Now the Journal in particular put up a series of articles that finger wagged at government interference (see here, here, and here for a few examples, with a qualified exception here).
Whoa. Phibro earned an average of $351 million a year for the last 5 years. Oxy paid $250 million, the current value of Phibro’s trading positions. There was NO premium, zero, zip, nada, for the earning potential of the business. Zero. Oxy bought the business for its liquidation value.
Hall’s travails had been in the paper for months. The usual routine if you want to get offers for a division is to let the world know it is for sale (the usual code is “exploring strategic options” but more blatant forms like front page business section stories work fine too). Hall most certainly would have put out feelers; presumably Citi did as well. This was the best deal they could scrounge up.
So what does that say?
A LOT of Hall’s performance was due to cheap funding from Citi, and probably massive leverage too, conditions he could not replicate anywhere else. A risky, highly geared operation should pay an interest rate appropriate to the hazards it is taking, not the borrowing costs of its parent (this basic premise is widespread in financial firms, embodied in approaches like RAROC (Risk Adjusted Return on Capital), the Basel I and II rules, and Economic Value Added models.

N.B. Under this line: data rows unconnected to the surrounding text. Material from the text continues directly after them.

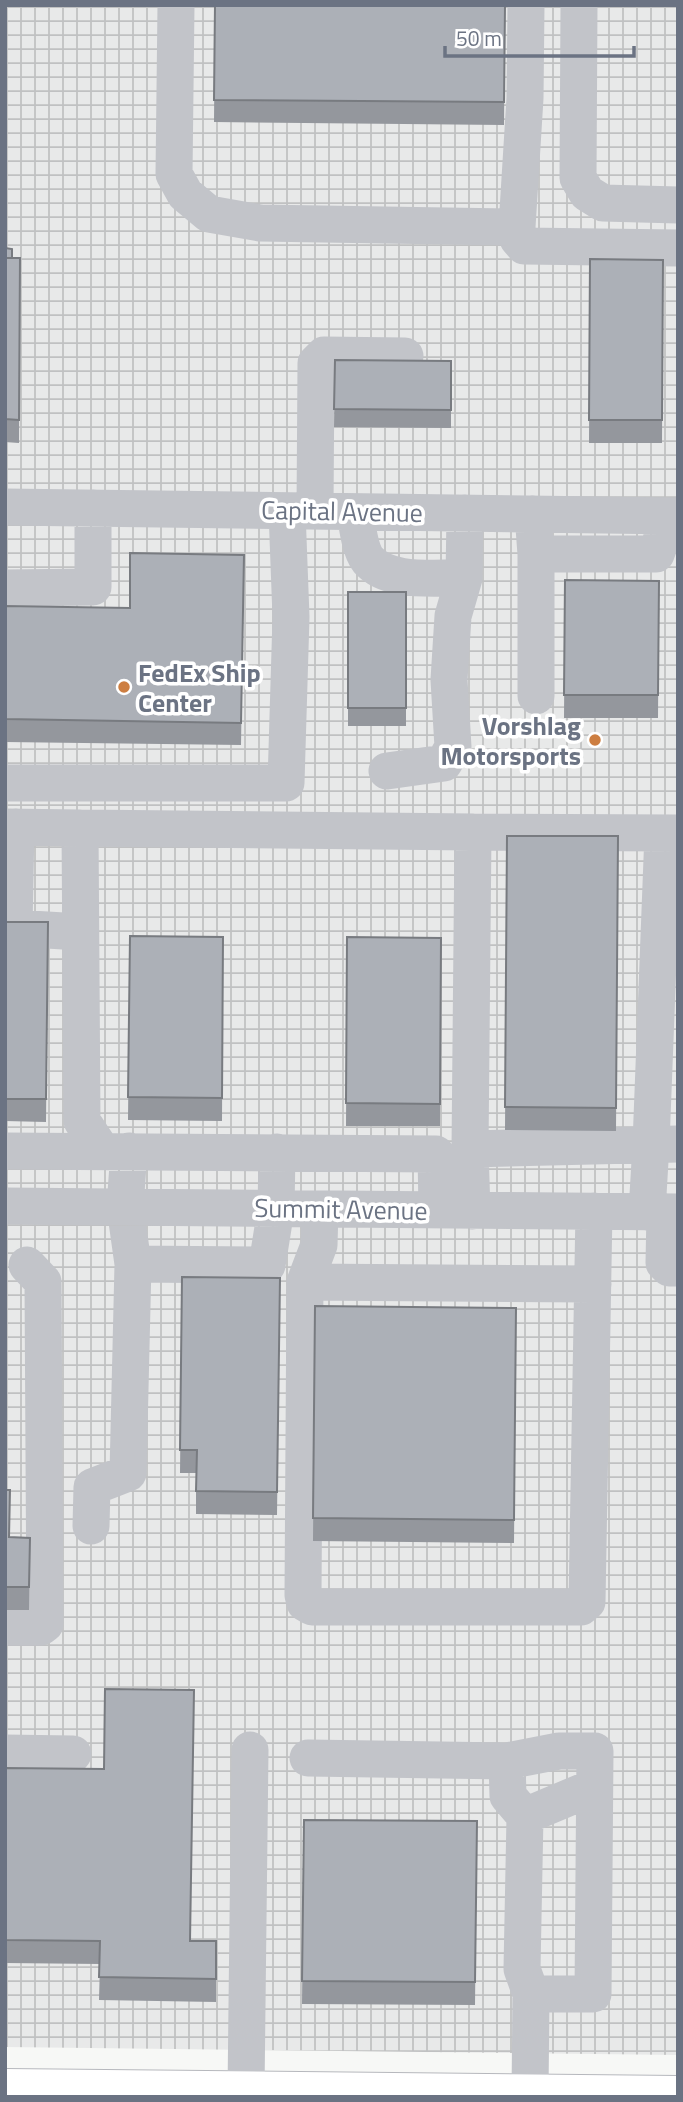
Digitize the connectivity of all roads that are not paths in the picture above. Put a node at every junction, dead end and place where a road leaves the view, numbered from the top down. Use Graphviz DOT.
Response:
graph roads {
  1 [pos="176,5"];
  2 [pos="526,5"];
  3 [pos="579,5"];
  4 [pos="678,205"];
  5 [pos="517,227"];
  6 [pos="678,248"];
  7 [pos="405,356"];
  8 [pos="5,507"];
  9 [pos="93,508"];
  10 [pos="301,511"];
  11 [pos="355,512"];
  12 [pos="465,513"];
  13 [pos="533,514"];
  14 [pos="674,516"];
  15 [pos="536,554"];
  16 [pos="464,578"];
  17 [pos="5,588"];
  18 [pos="536,696"];
  19 [pos="387,771"];
  20 [pos="5,783"];
  21 [pos="11,827"];
  22 [pos="80,828"];
  23 [pos="473,832"];
  24 [pos="670,833"];
  25 [pos="80,932"];
  26 [pos="665,1144"];
  27 [pos="470,1149"];
  28 [pos="5,1151"];
  29 [pos="115,1151"];
  30 [pos="277,1152"];
  31 [pos="15,1206"];
  32 [pos="125,1207"];
  33 [pos="276,1209"];
  34 [pos="320,1209"];
  35 [pos="454,1211"];
  36 [pos="594,1211"];
  37 [pos="663,1212"];
  38 [pos="133,1264"];
  39 [pos="16,1265"];
  40 [pos="678,1268"];
  41 [pos="305,1282"];
  42 [pos="593,1284"];
  43 [pos="91,1526"];
  44 [pos="5,1627"];
  45 [pos="250,1750"];
  46 [pos="5,1753"];
  47 [pos="73,1754"];
  48 [pos="308,1758"];
  49 [pos="507,1761"];
  50 [pos="594,1787"];
  51 [pos="525,1816"];
  52 [pos="531,1994"];
  53 [pos="5,2088"];
  54 [pos="246,2094"];
  55 [pos="530,2094"];
  56 [pos="678,2095"];
  1 -- 5 [label="street"];
  2 -- 5 [label="street"];
  3 -- 4 [label="street"];
  5 -- 6 [label="street"];
  7 -- 10 [label="street"];
  8 -- 9 [label="street, Capital Avenue"];
  9 -- 10 [label="street, Capital Avenue"];
  9 -- 17 [label="street"];
  10 -- 11 [label="street, Capital Avenue"];
  10 -- 20 [label="street"];
  11 -- 12 [label="street, Capital Avenue"];
  11 -- 16 [label="street"];
  12 -- 13 [label="street, Capital Avenue"];
  12 -- 16 [label="street"];
  13 -- 14 [label="street, Capital Avenue"];
  13 -- 15 [label="street"];
  14 -- 15 [label="street"];
  15 -- 18 [label="street"];
  16 -- 19 [label="street"];
  21 -- 22 [label="street"];
  21 -- 25 [label="street"];
  22 -- 23 [label="street"];
  22 -- 25 [label="street"];
  23 -- 24 [label="street"];
  23 -- 27 [label="street"];
  24 -- 26 [label="street"];
  25 -- 29 [label="street"];
  26 -- 27 [label="street"];
  26 -- 37 [label="street"];
  27 -- 35 [label="street"];
  28 -- 29 [label="street"];
  29 -- 30 [label="street"];
  29 -- 32 [label="street"];
  30 -- 33 [label="street"];
  30 -- 35 [label="street"];
  31 -- 32 [label="street, Summit Avenue"];
  31 -- 39 [label="street"];
  32 -- 33 [label="street, Summit Avenue"];
  32 -- 38 [label="street"];
  33 -- 34 [label="street, Summit Avenue"];
  33 -- 38 [label="street"];
  34 -- 35 [label="street, Summit Avenue"];
  34 -- 41 [label="street"];
  35 -- 36 [label="street, Summit Avenue"];
  36 -- 37 [label="street, Summit Avenue"];
  36 -- 42 [label="street"];
  37 -- 40 [label="street"];
  38 -- 43 [label="street"];
  39 -- 44 [label="street"];
  41 -- 42 [label="street"];
  41 -- 42 [label="street"];
  45 -- 54 [label="street"];
  46 -- 47 [label="street"];
  48 -- 49 [label="street"];
  49 -- 50 [label="street"];
  49 -- 51 [label="street"];
  50 -- 51 [label="street"];
  50 -- 52 [label="street"];
  51 -- 52 [label="street"];
  52 -- 55 [label="street"];
  53 -- 54 [label="main road"];
  54 -- 55 [label="main road"];
  55 -- 56 [label="main road"];
}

Hall could not have been a balance sheet hero unless his pay deal did not adjust for the riskiness of his borrowings. Since Phibro acquired Salomon Brothers (which then came out on top in a palace coup) which was later acquired by Travelers and then merged into Citi, it is possible that Hall’s arrangement was grandfathered and the internal accounting made to correspond to it rather than the conventional metrics in use today.
It is impossible to know for certain, but the deal Citi cut with Oxy struck strongly suggests that Phibro’s preformance was in large measure the result of amped up leverage that no one outside Citi was able or willing to provide. Future financial reports from Oxy may shed more light.






A LOT of Hall’s performance was due to cheap funding from Citi, and probably massive leverage too, conditions he could not replicate anywhere else.
Sounds like some allegedly profitable banks I heard about, getting cheap funding from the Fed and massive leverage backstopped by the government.